午间小憩后,上官幽朦便至椒房殿而来,上官幽朦心中也怕霍成君会受了委屈,本一早便想过来问问,不过行至半路听闻霍显已至椒房殿,便转头回去了,对于霍显,上官幽朦总想着能避则避之,更知在霍显口中很难听到顺心之言,虽然自己贵为太皇太后,可论辈分,霍显好歹是自己的祖辈,即便有所不满,因一个“孝”字也只得忍着,便不过去自讨没趣了。
霍成君见到上官幽朦自是亲切,虽说这皇宫她不陌生,可这感觉总与以往有所不同,心中更是有着浓浓的不安,这等时候,谁不希望有个近亲之人在自己的身边,早上霍显至椒房殿,霍成君非但没有安心的感觉,反添了不少烦忧,此时见到上官幽朦自是满心欢喜。
“还以为因我入宫,你不愿见我了。”语中带着几分娇嗔,便上前挽上了上官幽朦的手,一同往内房而去。
“奴婢见过太皇太后!”
随着这一声,上官幽朦的目光停留于熟悉的身影与熟悉的声音中,带着几分惊喜,“昨日便听闻成君带着两个娇俏丫鬟入宫,一个是先前来过皇宫的;一个从未见过,我本以为是云屏来得少,她们不知罢了,却原来是云瑟,你还真是有心了。”
而当房中只剩下霍成君与上官幽朦两人时,上官幽朦眉目微蹙,“成君,云瑟之事我有所耳闻,你怎会带她入宫,病已可知晓她的事?”云瑟乃是丧夫之人,陪嫁丫鬟从来都是黄花闺女,哪有云瑟这样非但已嫁人,夫君还早亡的,随小姐下嫁,与规矩不符。
霍成君摇头,“陛下尚不知,我也没这时间与陛下讲这些,幽朦,难不成陛下还会介意这些?”霍成君想的终还是浅显些,她以为只要自己不在乎那些祥与不祥之事,便没有什么不可的。
“你啊你,你可知,日后这陪嫁丫鬟甚有可能是陛下的女人,你这般,我知你,自是明白你是因与云瑟的这份情意才会如此,不知晓的,只以为你善妒,连陪嫁丫鬟都要特意找个已作人妇之人。”上官幽朦也只能感慨一声,霍成君终究还是将有些事想得太过简单。
霍成君听至此,总有一股莫名的酸涩,“幽朦,皇帝都是如此吗?”
“你都明白,何必问我。”上官幽朦清楚,霍成君不过是不死心,不过是见过先帝后宫只有自己与周婕妤两人,可自己当时又岂能与霍成君如今的情形相比,那时霍光正壮年,昭帝尚年幼,所以一切可由霍光做主,即便昭帝长大,因身体弱与对霍光的信任,依旧是由他掌朝政,不论出于何种原因,霍光都不会允许后宫多一个与自己争宠之人,才会如此;可如今的情形与当初完全是两幅模样,刘病已正年轻气盛,而霍光已每况愈下,哪还能像先前那般,这一次大婚的费用皆由霍家出便可窥见,霍光已在尽量顺着这位年轻的帝王。

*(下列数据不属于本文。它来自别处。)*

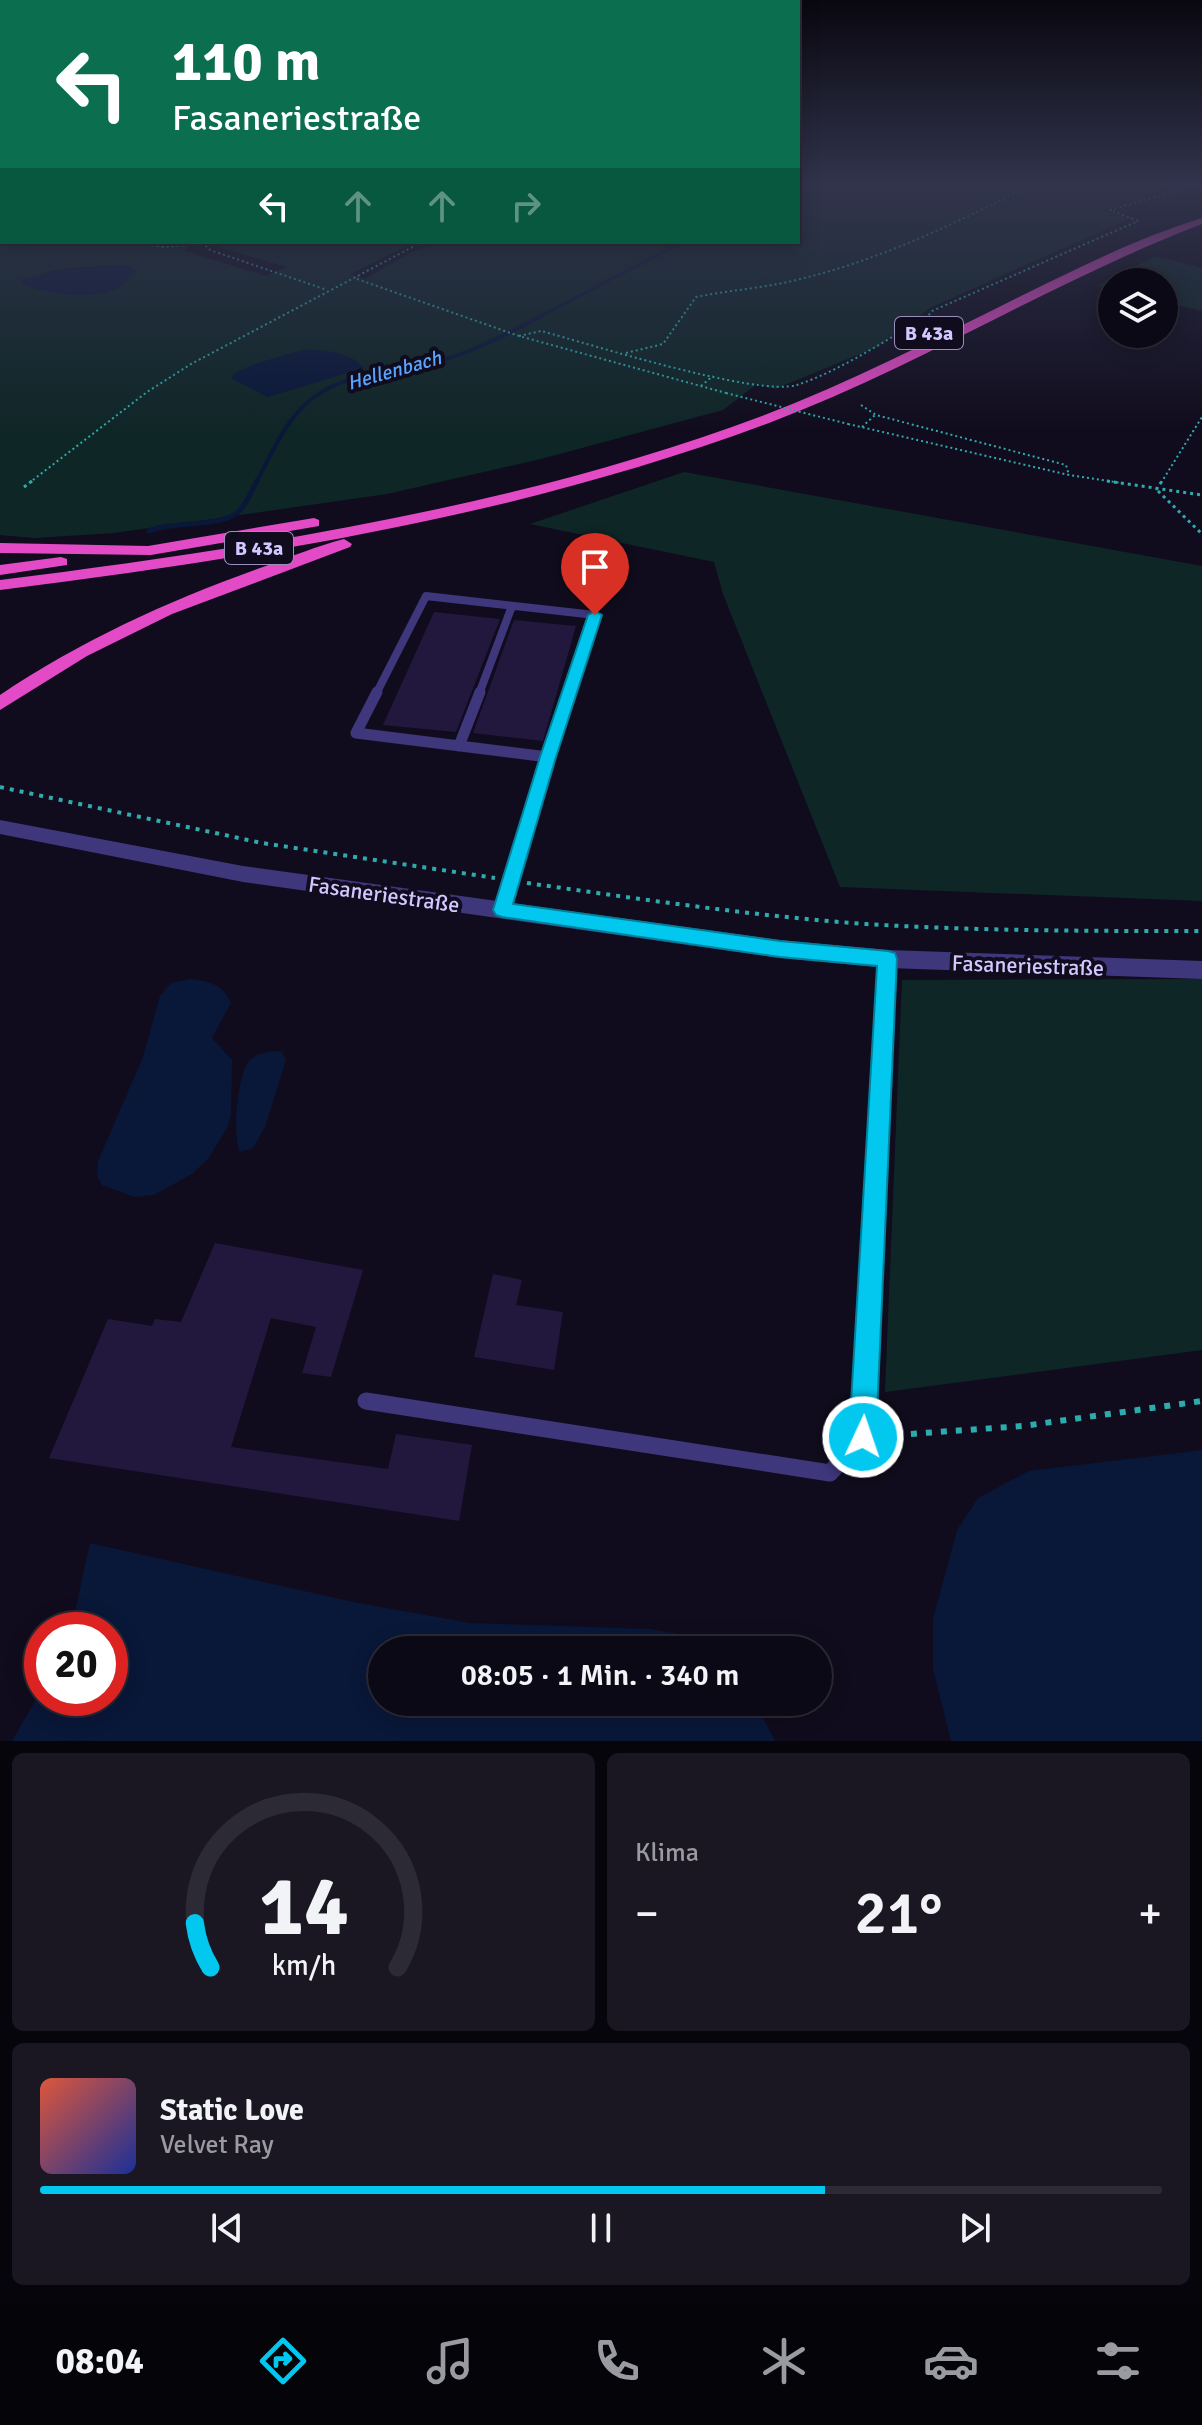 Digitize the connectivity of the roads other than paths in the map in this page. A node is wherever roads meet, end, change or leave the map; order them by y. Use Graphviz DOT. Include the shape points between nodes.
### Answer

华灯初上,未燃尽的喜烛还在充满喜气的房中,随风烛光晃动,霍成君从晚膳之时等至现在,始终不见刘病已的身影,独自看着因红色而更显落寞的房间,霍成君不禁趴在了桌上,呆呆望着窗外的圆月,“才新婚第二日,他便不愿见我了吗?”心中一遍遍闪过刘病已的身影。
“吱呀……”霍成君出神见,忽然房门被打开,刘病已绕过屏风,只见独自发呆的霍成君,“咳咳……”见她未有反应,刘病已假咳几声提醒。
“陛下!”神情中有着无尽的惊喜,尽显小女子的心思,那抹喜色过后,便伏身道:“妾身失礼了,陛下恕罪。”虽然霍成君很想与刘病已可以不必如此,可却还是不由自主地会带着几缕惊慌。